As we can see, loading data in this way returns a numpy array. Thus converting to a torch tensor is straightforward as

In [None]:
img_tensor = torch.from_numpy(img).to(torch.float)
seg_tensor=torch.from_numpy(seg).to(torch.float)
print(img_tensor.shape)

Using `imshow` to view one central slice of the image and it's segmentation

In [None]:
print(img_tensor.shape)
fig, ax = plt.subplots(ncols=2, sharex=True, sharey=True,
                       figsize=(8, 4))
ax[0].imshow(img_tensor[:,:,120], cmap=plt.cm.gray)
ax[0].set_title('T2 image - axial slice')
ax[1].imshow(seg_tensor[:,:,120], cmap=plt.cm.Dark2)
ax[1].set_title('Tissue segmentation')

However, as we are dealing with 3D volumes we need to reshape our images into the form, which they will expected by Pytorch in order to perform convolutions. This is: $C\times D \times H \times W $, where $C$=channels (otherwise known as features, here 1 - we only have one structural image per example), $D$=depth, $H$=height and $W$ = width (https://pytorch.org/docs/master/nn.html#torch.nn.Conv3d). 

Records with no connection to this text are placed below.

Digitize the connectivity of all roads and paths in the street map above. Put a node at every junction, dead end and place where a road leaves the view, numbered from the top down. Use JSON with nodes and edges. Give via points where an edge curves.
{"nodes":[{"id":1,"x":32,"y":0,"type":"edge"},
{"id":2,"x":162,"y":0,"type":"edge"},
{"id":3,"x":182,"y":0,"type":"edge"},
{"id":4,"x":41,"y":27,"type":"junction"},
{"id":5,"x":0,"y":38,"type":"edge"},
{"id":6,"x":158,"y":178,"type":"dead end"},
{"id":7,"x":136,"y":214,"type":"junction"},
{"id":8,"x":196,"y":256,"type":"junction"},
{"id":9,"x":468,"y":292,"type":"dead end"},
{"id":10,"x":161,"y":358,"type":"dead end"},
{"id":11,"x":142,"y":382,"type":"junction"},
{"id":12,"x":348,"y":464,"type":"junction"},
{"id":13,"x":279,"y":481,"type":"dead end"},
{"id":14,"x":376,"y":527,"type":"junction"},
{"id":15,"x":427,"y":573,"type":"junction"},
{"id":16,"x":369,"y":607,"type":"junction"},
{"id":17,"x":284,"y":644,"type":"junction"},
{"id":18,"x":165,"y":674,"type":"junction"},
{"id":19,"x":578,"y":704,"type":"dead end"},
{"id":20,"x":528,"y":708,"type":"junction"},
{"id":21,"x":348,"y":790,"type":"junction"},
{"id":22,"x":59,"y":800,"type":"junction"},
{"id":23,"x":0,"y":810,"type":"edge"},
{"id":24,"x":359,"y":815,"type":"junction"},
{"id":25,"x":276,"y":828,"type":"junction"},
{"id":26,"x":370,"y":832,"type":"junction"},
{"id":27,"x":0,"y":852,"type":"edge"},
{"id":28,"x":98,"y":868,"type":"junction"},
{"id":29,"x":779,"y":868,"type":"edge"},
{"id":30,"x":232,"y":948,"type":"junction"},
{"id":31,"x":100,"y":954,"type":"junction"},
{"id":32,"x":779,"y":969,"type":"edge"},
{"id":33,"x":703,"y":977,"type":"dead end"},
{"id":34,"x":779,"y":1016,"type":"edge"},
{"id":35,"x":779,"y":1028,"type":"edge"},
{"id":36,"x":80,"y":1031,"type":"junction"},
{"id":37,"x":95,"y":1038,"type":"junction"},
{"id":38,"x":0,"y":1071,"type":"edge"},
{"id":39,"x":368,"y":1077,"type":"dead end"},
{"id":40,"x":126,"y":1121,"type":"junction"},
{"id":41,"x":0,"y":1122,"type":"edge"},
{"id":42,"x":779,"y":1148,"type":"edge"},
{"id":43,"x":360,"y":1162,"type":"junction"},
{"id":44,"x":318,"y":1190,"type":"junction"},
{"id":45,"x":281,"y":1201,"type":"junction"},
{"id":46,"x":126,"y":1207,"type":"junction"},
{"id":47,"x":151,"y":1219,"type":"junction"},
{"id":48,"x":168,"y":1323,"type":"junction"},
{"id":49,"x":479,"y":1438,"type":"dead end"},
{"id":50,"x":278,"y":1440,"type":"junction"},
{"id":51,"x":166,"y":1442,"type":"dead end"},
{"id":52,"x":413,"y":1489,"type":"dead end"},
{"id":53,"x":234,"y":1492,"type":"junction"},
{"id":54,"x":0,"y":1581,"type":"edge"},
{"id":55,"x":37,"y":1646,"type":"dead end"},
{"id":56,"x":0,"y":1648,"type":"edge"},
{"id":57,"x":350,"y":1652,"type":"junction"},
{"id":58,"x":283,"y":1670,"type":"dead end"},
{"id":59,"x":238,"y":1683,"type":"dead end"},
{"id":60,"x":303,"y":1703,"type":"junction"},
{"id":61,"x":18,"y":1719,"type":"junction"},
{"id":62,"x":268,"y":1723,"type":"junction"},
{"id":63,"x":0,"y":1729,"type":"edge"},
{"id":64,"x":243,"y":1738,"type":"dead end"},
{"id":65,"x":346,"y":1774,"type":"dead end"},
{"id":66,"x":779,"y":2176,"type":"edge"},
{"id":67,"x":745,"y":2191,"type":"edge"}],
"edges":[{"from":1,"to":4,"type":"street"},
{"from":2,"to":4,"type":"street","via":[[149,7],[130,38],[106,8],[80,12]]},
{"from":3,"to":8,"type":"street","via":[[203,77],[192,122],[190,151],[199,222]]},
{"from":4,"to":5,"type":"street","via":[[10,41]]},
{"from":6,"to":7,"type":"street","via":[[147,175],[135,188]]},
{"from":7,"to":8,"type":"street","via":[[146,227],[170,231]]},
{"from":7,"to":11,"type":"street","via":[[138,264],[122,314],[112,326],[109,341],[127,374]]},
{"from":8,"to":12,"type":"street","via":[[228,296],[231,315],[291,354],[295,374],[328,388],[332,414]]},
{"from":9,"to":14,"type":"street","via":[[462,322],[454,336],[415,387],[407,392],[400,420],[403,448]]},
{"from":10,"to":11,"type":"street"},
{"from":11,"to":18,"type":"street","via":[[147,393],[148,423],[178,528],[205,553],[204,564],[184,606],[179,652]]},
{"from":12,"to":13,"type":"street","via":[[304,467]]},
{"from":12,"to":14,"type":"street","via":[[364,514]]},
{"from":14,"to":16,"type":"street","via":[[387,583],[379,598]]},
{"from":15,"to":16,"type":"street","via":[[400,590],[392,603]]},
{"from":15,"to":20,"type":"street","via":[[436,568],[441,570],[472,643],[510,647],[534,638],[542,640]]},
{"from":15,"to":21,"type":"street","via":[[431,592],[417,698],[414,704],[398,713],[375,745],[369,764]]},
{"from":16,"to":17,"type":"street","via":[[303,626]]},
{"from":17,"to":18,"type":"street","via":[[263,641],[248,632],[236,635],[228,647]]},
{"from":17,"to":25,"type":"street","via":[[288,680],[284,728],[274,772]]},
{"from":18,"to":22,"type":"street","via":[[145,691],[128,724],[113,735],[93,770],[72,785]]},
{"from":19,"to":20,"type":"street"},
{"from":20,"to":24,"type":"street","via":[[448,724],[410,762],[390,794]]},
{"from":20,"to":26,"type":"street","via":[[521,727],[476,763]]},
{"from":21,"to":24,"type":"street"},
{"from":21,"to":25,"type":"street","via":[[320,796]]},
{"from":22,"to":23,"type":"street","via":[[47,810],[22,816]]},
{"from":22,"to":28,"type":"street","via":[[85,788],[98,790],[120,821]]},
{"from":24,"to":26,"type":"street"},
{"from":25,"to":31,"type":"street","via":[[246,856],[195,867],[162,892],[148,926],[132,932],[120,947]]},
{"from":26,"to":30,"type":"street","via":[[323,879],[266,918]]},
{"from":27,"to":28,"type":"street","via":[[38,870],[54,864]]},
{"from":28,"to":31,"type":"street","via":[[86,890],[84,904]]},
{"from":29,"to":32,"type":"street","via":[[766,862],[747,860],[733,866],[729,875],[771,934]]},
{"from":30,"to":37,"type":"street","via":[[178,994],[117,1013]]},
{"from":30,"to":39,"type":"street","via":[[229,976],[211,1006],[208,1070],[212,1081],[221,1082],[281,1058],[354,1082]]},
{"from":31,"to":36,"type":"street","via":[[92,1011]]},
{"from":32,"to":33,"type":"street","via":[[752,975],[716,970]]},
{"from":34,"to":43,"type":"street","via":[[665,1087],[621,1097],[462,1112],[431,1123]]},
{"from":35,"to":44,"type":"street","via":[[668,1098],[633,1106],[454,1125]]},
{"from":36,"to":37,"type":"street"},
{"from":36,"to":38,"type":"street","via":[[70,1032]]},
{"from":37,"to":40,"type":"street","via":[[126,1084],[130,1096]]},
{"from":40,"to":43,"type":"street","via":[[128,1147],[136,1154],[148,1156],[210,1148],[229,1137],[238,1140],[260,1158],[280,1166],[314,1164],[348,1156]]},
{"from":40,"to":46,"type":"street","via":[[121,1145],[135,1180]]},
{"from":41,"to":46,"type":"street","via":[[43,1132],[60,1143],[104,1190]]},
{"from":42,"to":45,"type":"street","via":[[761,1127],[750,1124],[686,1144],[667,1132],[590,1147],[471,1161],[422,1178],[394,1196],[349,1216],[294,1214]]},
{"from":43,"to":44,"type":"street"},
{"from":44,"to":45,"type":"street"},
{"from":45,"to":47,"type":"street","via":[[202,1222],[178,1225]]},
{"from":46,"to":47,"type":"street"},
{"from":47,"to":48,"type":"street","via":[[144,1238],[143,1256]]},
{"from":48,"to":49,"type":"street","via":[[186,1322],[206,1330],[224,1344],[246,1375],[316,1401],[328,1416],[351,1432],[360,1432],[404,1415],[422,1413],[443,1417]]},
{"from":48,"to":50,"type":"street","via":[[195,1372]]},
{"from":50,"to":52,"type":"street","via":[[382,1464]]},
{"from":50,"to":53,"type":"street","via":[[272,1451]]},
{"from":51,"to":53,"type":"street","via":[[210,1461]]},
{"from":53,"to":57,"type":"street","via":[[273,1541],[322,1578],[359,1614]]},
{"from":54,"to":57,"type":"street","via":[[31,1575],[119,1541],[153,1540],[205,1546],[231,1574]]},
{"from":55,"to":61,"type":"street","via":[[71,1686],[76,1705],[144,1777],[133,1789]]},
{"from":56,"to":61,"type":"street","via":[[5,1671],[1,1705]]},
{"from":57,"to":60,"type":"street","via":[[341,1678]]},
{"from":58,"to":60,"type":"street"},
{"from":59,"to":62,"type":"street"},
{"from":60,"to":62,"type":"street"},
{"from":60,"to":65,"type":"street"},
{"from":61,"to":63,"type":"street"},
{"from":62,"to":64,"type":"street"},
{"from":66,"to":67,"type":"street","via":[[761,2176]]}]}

Hence, we need to bring our re-order the spatial dimensions of our tensor, using Pytorch `permute`0, 1) to 1) put depth first.

In [None]:
img_tensor=img_tensor.permute(2,0,1)
print(img_tensor.shape)

And 2) add a fourth dimension for channels. This can be done using the PyTorch `unsqueeze` function

In [None]:
img_tensor=img_tensor.unsqueeze(0)
print(img_tensor.shape)

Now, we need a way of returning the paths of the data from an index. We could put images and segmentations into different folders (as above) and sort but this could feasibly lead to difficult to track down bugs. Let us instead use the project dataframe instead, using pandas:

In [None]:
import pandas as pd

meta_path=os.path.join(directory,'dHCP_demographics.pkl')
meta=pd.read_pickle(meta_path)
print(meta)

Each image file can thus be defined through:

In [None]:
meta_sample=meta.iloc[0]
img_path=os.path.join(directory,'sub-' + str(meta_sample['id']) +'_ses-' + str(meta_sample['session']) +'_T2w_restore_brain.nii.gz')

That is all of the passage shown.